DATA RECORDS: Begin

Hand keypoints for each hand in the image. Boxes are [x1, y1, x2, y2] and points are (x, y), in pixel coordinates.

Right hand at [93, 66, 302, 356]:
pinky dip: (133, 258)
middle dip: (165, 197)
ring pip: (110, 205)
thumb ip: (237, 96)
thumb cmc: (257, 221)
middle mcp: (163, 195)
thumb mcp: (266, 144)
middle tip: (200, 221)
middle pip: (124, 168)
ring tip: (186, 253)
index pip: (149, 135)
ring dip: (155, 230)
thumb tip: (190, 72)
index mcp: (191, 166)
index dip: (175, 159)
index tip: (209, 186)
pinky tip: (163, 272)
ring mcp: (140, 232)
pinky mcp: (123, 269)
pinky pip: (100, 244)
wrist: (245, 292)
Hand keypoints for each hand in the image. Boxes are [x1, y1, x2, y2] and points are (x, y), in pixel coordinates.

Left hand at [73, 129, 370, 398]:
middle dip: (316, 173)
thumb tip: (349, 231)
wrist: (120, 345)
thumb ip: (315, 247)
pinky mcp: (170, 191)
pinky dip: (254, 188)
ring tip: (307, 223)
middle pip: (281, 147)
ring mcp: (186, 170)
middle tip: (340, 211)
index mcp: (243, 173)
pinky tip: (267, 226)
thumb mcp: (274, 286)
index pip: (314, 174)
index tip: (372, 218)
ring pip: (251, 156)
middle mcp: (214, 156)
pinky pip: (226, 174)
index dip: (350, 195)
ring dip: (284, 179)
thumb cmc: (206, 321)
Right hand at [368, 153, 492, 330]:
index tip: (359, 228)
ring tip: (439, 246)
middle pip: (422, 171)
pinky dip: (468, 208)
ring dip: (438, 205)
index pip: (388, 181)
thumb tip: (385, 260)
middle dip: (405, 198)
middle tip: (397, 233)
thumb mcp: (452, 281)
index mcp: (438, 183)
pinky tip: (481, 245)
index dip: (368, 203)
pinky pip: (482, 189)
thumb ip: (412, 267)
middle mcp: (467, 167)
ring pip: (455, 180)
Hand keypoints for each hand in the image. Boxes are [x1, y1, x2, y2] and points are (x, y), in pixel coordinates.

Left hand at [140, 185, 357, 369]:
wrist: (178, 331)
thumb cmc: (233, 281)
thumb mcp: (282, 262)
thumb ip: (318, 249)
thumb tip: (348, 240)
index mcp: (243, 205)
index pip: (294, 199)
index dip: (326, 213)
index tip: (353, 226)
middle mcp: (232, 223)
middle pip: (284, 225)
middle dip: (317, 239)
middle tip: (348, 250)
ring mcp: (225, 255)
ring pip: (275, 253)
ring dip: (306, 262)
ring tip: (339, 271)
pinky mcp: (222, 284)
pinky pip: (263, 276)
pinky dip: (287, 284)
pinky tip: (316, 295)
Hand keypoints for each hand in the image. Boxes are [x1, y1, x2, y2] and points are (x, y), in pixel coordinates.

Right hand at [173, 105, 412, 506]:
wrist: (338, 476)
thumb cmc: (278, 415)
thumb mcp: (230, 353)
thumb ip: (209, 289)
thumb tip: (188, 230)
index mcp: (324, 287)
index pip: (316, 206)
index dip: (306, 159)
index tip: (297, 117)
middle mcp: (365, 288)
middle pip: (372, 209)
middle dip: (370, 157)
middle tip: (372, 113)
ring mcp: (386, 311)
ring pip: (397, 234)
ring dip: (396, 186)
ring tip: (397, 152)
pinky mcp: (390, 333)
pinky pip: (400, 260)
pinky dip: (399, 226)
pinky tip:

DATA RECORDS: End

WHAT YOU ARE ASKED TO DO:
Starting at the line that contains "thumb ip: (209, 289)", write out every line to the end of the entries, exactly as given.

WRITTEN SOLUTION:
thumb ip: (209, 289)
thumb tip: (188, 230)
index mcp: (324, 287)
index pip: (316, 206)
index dip: (306, 159)
index tip: (297, 117)
middle mcp: (365, 288)
middle pip: (372, 209)
middle dip: (370, 157)
middle tip: (372, 113)
ring mcp: (386, 311)
ring pip: (397, 234)
ring dip: (396, 186)
ring tip: (397, 152)
pinky mcp: (390, 333)
pinky pip: (400, 260)
pinky dip: (399, 226)
pinky tip:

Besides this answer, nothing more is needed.